Sans les peupliers de l'autre rive, en effet, sans les arches d'un pont dont à gauche, dans le lointain, les pierres blanches la dénonçaient comme fleuve, on eût dit vraiment une mer, un bras de mer, à marée descendante,—avec ses remous agités, au-dessus des bas-fonds, ses langues de sable, ses étroites grèves de sable jaune qui scintillaient, au centre du courant, sous le soleil déjà vif.

Mareuil demeurait quelque temps à contempler les eaux miroitantes et au-delà l'horizon embrumé, la muraille verte des peupliers derrière laquelle se devinaient les campagnes arides et grisâtres de la Sologne.

Parfois, tout près de la maison, un bateau passait, mince canot de pêcheur, se rendant à la place propice, yole légère à voile imperceptible, glissant au fil de la rivière; et lorsque les embarcations parvenaient, un peu plus haut, à une boucle où la Loire s'élargissait encore—elles diminuaient, diminuaient, paraissaient perdues, en danger, lancées dans un estuaire trop vaste, trop énorme pour leurs boiseries fragiles.

Mareuil, alors, quittait la fenêtre, se mettait à sa toilette, puis, s'il avait terminé une heure ou deux avant le déjeuner, et que le vent fût favorable, il descendait dans le jardin, franchissait le sentier qui séparait la maison du bord, et décrochant la barque de la Grenadinette, il allait faire un tour de fleuve, s'éloigner davantage de la terre pour rêver plus à l'aise.

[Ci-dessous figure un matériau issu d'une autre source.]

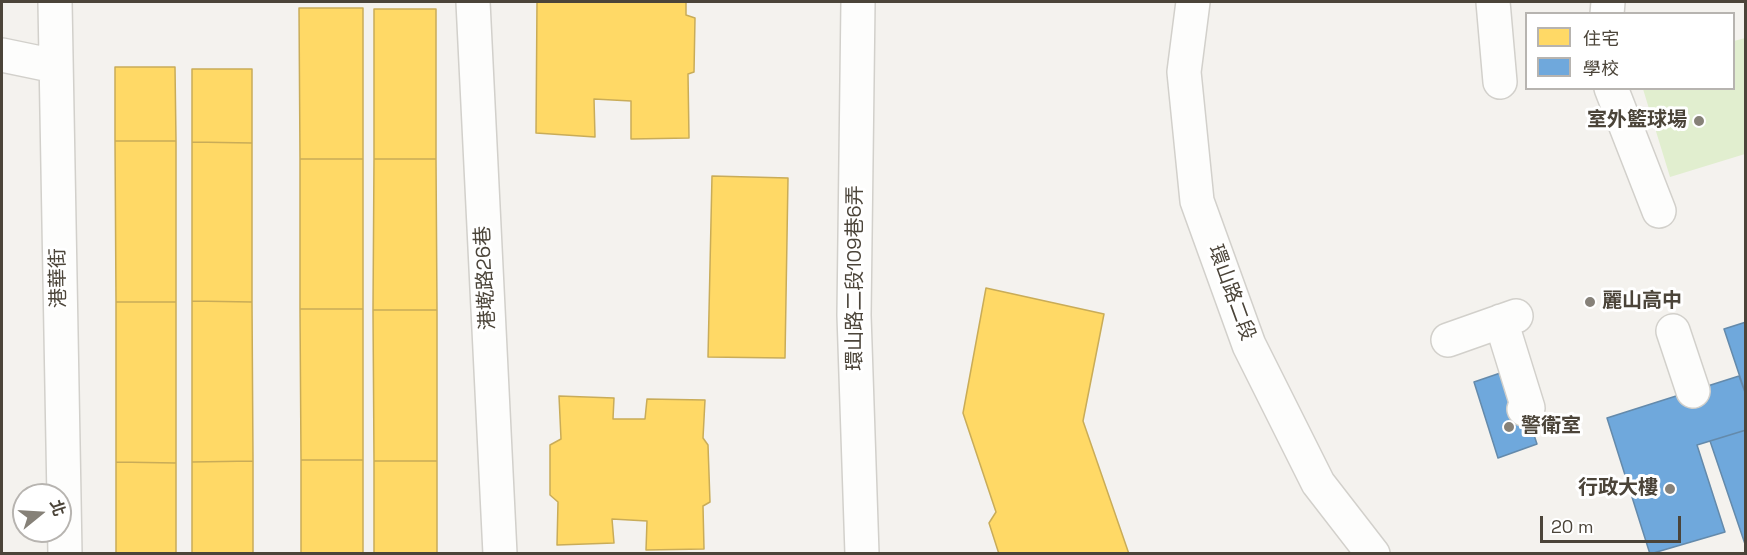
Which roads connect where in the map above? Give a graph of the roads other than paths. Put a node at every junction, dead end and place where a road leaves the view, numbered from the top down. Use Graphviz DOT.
graph roads {
  1 [pos="55,2"];
  2 [pos="472,2"];
  3 [pos="858,2"];
  4 [pos="1193,2"];
  5 [pos="1493,2"];
  6 [pos="2,55"];
  7 [pos="55,66"];
  8 [pos="1500,82"];
  9 [pos="1612,90"];
  10 [pos="1659,211"];
  11 [pos="1672,331"];
  12 [pos="1448,340"];
  13 [pos="1693,391"];
  14 [pos="1524,409"];
  15 [pos="65,554"];
  16 [pos="500,554"];
  17 [pos="862,554"];
  18 [pos="1373,554"];
  1 -- 7 [label="street, 港華街"];
  2 -- 16 [label="street, 港墘路26巷"];
  3 -- 17 [label="street, 環山路二段109巷6弄"];
  4 -- 18 [label="street, 環山路二段"];
  5 -- 8 [label="street"];
  6 -- 7 [label="street"];
  7 -- 15 [label="street, 港華街"];
  9 -- 10 [label="street"];
  11 -- 13 [label="street"];
  12 -- 14 [label="street"];
}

Il ne ramait pas, restait étendu en travers du canot, le laissant descendre, zigzaguer au gré du courant, s'ensabler même dans le sable gluant des grèves, et repartir ensuite quand un remous le dégageait.

Elle lui semblait le meilleur moment de sa journée, cette promenade hasardeuse, cette descente tranquille, dans le clapotis des petites vagues d'eau douce, entre les dômes boisés des coteaux qui s'arrondissaient en pente sur la gauche et à droite la route silencieuse, bordant la Loire que troublaient, par intervalles, les grincements d'une carriole de paysan galopant vers Blois, les grelots qu'un cheval secouait en trottant.

Il songeait à Paris, à la ville bruyante et sans verdure, où il lui faudrait retourner, réorganiser sa vie—sa vie d'incurable, sa vie d'homme qui ne savait plus, ne pouvait plus aimer; et aussitôt redéfilaient dans son esprit toutes les déceptions, toutes les erreurs, toutes les fautes de ces deux années de lutte contre un mal plus fort et triomphant.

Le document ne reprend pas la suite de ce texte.